Это был его ход — и в том-то и беда, что он не знал, что с этим ходом делать. Не было у него никакого козыря. Ни плана, ни решения, ни даже понимания, чего он хочет. Он просто впервые за два года посмотрел на жену не как на пыль на плинтусе.

— Я не поеду на дачу, — сказал он матери. — И ты не останешься. Поезжай домой, мам. Я тебя завтра отвезу.

— Андрей! — Тамара Петровна вскинулась. — Ты что, из-за неё? Из-за вот этого?

— Из-за себя, — сказал он. И сам не до конца поверил.

Мать уехала на такси в тот же вечер — не стала ждать «завтра», хлопнула дверью так, что с крючка слетел Светин халат. Андрей поднял его, повесил обратно. Раньше бы не поднял. Раньше бы сказал, что халату не место в прихожей.

Они остались вдвоём с соляной дорожкой на столе.

— Ты чего, — спросила Света. Устало, без надежды. — Поговорил красиво и опять начнёшь? «Мама не так делала»?

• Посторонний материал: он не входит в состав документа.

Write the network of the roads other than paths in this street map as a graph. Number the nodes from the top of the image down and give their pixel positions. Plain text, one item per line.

— Не знаю, — честно сказал Андрей.

И это было самое честное, что он сказал за два года.

Он сел напротив неё. Хотел сказать что-то про то, что понял, осознал, переменится. Все эти слова крутились в голове готовыми, удобными. Но он смотрел на солонку, на белую соль, и понимал, что если скажет их — это будет как мать с её салфеткой. Красиво промокнуть и дальше есть по-старому.

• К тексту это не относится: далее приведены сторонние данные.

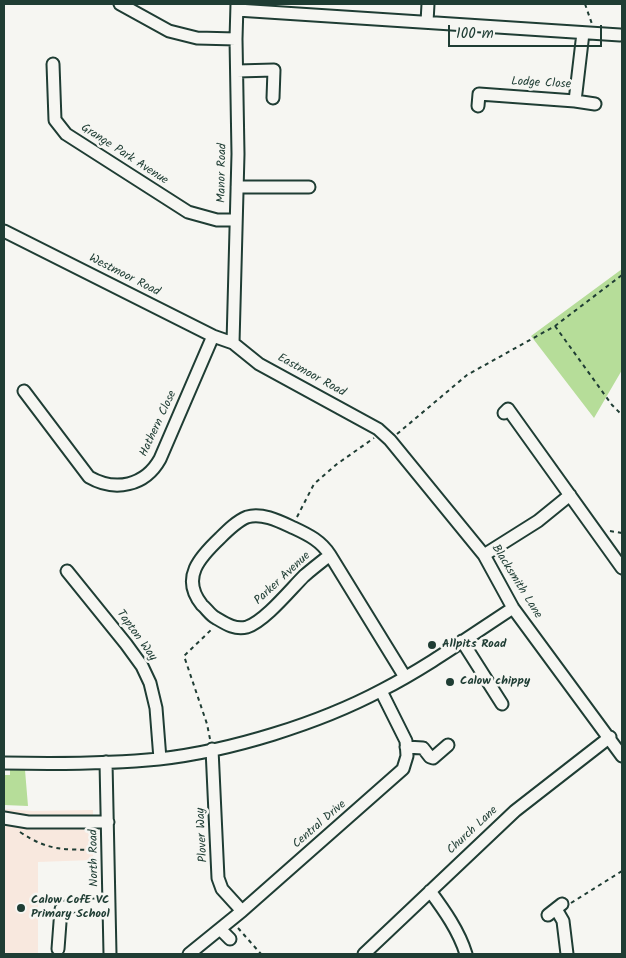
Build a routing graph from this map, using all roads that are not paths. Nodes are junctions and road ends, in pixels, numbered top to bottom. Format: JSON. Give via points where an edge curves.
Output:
{"nodes":[{"id":1,"x":120,"y":4,"type":"edge"},
{"id":2,"x":428,"y":4,"type":"edge"},
{"id":3,"x":237,"y":7,"type":"edge"},
{"id":4,"x":427,"y":22,"type":"junction"},
{"id":5,"x":588,"y":33,"type":"junction"},
{"id":6,"x":620,"y":35,"type":"dead end"},
{"id":7,"x":236,"y":39,"type":"junction"},
{"id":8,"x":53,"y":64,"type":"dead end"},
{"id":9,"x":237,"y":71,"type":"junction"},
{"id":10,"x":274,"y":98,"type":"dead end"},
{"id":11,"x":575,"y":101,"type":"junction"},
{"id":12,"x":595,"y":104,"type":"dead end"},
{"id":13,"x":478,"y":106,"type":"dead end"},
{"id":14,"x":237,"y":187,"type":"junction"},
{"id":15,"x":309,"y":187,"type":"dead end"},
{"id":16,"x":236,"y":220,"type":"junction"},
{"id":17,"x":4,"y":231,"type":"edge"},
{"id":18,"x":213,"y":336,"type":"junction"},
{"id":19,"x":233,"y":344,"type":"junction"},
{"id":20,"x":24,"y":391,"type":"dead end"},
{"id":21,"x":504,"y":413,"type":"dead end"},
{"id":22,"x":383,"y":434,"type":"joint"},
{"id":23,"x":570,"y":495,"type":"junction"},
{"id":24,"x":618,"y":554,"type":"edge"},
{"id":25,"x":330,"y":555,"type":"junction"},
{"id":26,"x":484,"y":555,"type":"junction"},
{"id":27,"x":622,"y":568,"type":"edge"},
{"id":28,"x":67,"y":571,"type":"dead end"},
{"id":29,"x":513,"y":608,"type":"junction"},
{"id":30,"x":462,"y":641,"type":"junction"},
{"id":31,"x":405,"y":677,"type":"junction"},
{"id":32,"x":382,"y":690,"type":"junction"},
{"id":33,"x":502,"y":704,"type":"dead end"},
{"id":34,"x":610,"y":737,"type":"junction"},
{"id":35,"x":448,"y":745,"type":"dead end"},
{"id":36,"x":406,"y":747,"type":"junction"},
{"id":37,"x":212,"y":749,"type":"junction"},
{"id":38,"x":622,"y":756,"type":"edge"},
{"id":39,"x":160,"y":759,"type":"junction"},
{"id":40,"x":106,"y":762,"type":"junction"},
{"id":41,"x":6,"y":763,"type":"edge"},
{"id":42,"x":6,"y":818,"type":"edge"},
{"id":43,"x":108,"y":822,"type":"junction"},
{"id":44,"x":430,"y":891,"type":"junction"},
{"id":45,"x":109,"y":904,"type":"junction"},
{"id":46,"x":556,"y":909,"type":"road end"},
{"id":47,"x":242,"y":911,"type":"junction"},
{"id":48,"x":220,"y":929,"type":"junction"},
{"id":49,"x":230,"y":939,"type":"dead end"},
{"id":50,"x":58,"y":949,"type":"dead end"},
{"id":51,"x":110,"y":954,"type":"edge"},
{"id":52,"x":189,"y":954,"type":"edge"},
{"id":53,"x":364,"y":954,"type":"edge"},
{"id":54,"x":466,"y":954,"type":"edge"},
{"id":55,"x":567,"y":954,"type":"edge"}],
"edges":[{"from":1,"to":7,"type":"street","via":[[169,31],[197,38]]},
{"from":2,"to":4,"type":"street"},
{"from":3,"to":4,"type":"street"},
{"from":3,"to":7,"type":"street","name":"Manor Road"},
{"from":4,"to":5,"type":"street"},
{"from":5,"to":6,"type":"street"},
{"from":5,"to":11,"type":"street","name":"Lodge Close"},
{"from":7,"to":9,"type":"street","name":"Manor Road"},
{"from":8,"to":16,"type":"street","name":"Grange Park Avenue","via":[[55,120],[66,134],[188,212],[217,220]]},
{"from":9,"to":10,"type":"street","via":[[274,70]]},
{"from":9,"to":14,"type":"street","name":"Manor Road"},
{"from":11,"to":12,"type":"street"},
{"from":11,"to":13,"type":"street","name":"Lodge Close","via":[[479,94]]},
{"from":14,"to":15,"type":"street"},
{"from":14,"to":16,"type":"street","name":"Manor Road"},
{"from":16,"to":19,"type":"street","name":"Manor Road"},
{"from":17,"to":18,"type":"street","name":"Westmoor Road"},
{"from":18,"to":19,"type":"street","name":"Westmoor Road"},
{"from":18,"to":20,"type":"street","name":"Hathern Close","via":[[160,459],[134,483],[111,485],[89,477]]},
{"from":19,"to":22,"type":"street","name":"Eastmoor Road","via":[[259,364]]},
{"from":21,"to":23,"type":"street","via":[[508,409]]},
{"from":22,"to":26,"type":"street","name":"Blacksmith Lane"},
{"from":23,"to":24,"type":"street"},
{"from":23,"to":26,"type":"street","via":[[538,521]]},
{"from":24,"to":27,"type":"street"},
{"from":25,"to":25,"type":"street","name":"Parker Avenue","via":[[323,544],[280,520],[248,517],[236,523],[205,552],[192,578],[193,591],[212,616],[236,628],[248,626],[266,614]]},
{"from":25,"to":31,"type":"street","name":"Parker Avenue"},
{"from":26,"to":29,"type":"street","name":"Blacksmith Lane"},
{"from":28,"to":39,"type":"street","name":"Tapton Way","via":[[142,666],[156,708]]},
{"from":29,"to":30,"type":"street"},
{"from":29,"to":34,"type":"street","name":"Blacksmith Lane"},
{"from":30,"to":31,"type":"street"},
{"from":30,"to":33,"type":"street"},
{"from":31,"to":32,"type":"street"},
{"from":32,"to":36,"type":"street"},
{"from":32,"to":37,"type":"street","via":[[328,715]]},
{"from":34,"to":38,"type":"street","name":"Blacksmith Lane"},
{"from":34,"to":44,"type":"street","name":"Church Lane","via":[[515,811]]},
{"from":35,"to":36,"type":"street","via":[[433,758],[423,748]]},
{"from":36,"to":47,"type":"street","name":"Central Drive","via":[[403,769],[337,834]]},
{"from":37,"to":39,"type":"street"},
{"from":37,"to":47,"type":"street","name":"Plover Way","via":[[218,878],[222,889]]},
{"from":39,"to":40,"type":"street"},
{"from":40,"to":41,"type":"street"},
{"from":40,"to":43,"type":"street","name":"North Road"},
{"from":42,"to":43,"type":"street","via":[[28,822]]},
{"from":43,"to":45,"type":"street","name":"North Road"},
{"from":44,"to":53,"type":"street","name":"Church Lane"},
{"from":44,"to":54,"type":"street","via":[[444,909]]},
{"from":45,"to":50,"type":"street","via":[[61,909]]},
{"from":45,"to":51,"type":"street","name":"North Road"},
{"from":46,"to":55,"type":"street","via":[[563,921]]},
{"from":47,"to":48,"type":"street","name":"Central Drive"},
{"from":48,"to":49,"type":"street"},
{"from":48,"to":52,"type":"street","name":"Central Drive"}]}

— Я завтра к матери поеду один, — сказал он вместо этого. — Без тебя. Разберусь там с ней.

— А послезавтра?

Он не ответил. Потому что послезавтра он, скорее всего, опять откроет крышку кастрюли. Опять что-нибудь вздохнёт. Он знал себя тридцать лет. Один вечер не отменяет тридцати лет хлорки.

Но сегодня он соль не вытер. И это было хоть что-то.

Они разъехались не сразу — недели через три. Света сняла комнату у бывшей коллеги, той самой, что и рассказала потом, как всё было дальше.

Тамара Петровна обиделась на сына смертельно — за то, что «выбрал ту». Звонила, плакала в трубку, что осталась одна с идеальными плинтусами, что вырастила, а он. Андрей слушал, смотрел в пол — даже по телефону он умел смотреть в пол — и обещал заехать. Заезжал. Привозил продукты. Молчал, пока она протирала за ним стул.

Света за полгода сбросила немного — не ради него, ради колена, которое уже не держало. Пошла к врачу, потом ко второму. Коллега говорила, что Света стала спокойнее: в съёмной комнате некому вздыхать над кастрюлей, и есть в тишине ей больше не нужно — там и так тихо.

А Андрей завёл новую привычку. По воскресеньям он приезжал к Свете — не мириться, просто привозил то, что она забыла: зимние вещи, какие-то книги, фен. Сидел полчаса. Молчал. Однажды открыл крышку кастрюли у неё на плите — по привычке, рука сама. Заглянул. И поймал себя на том, что уже набирает воздух — сказать.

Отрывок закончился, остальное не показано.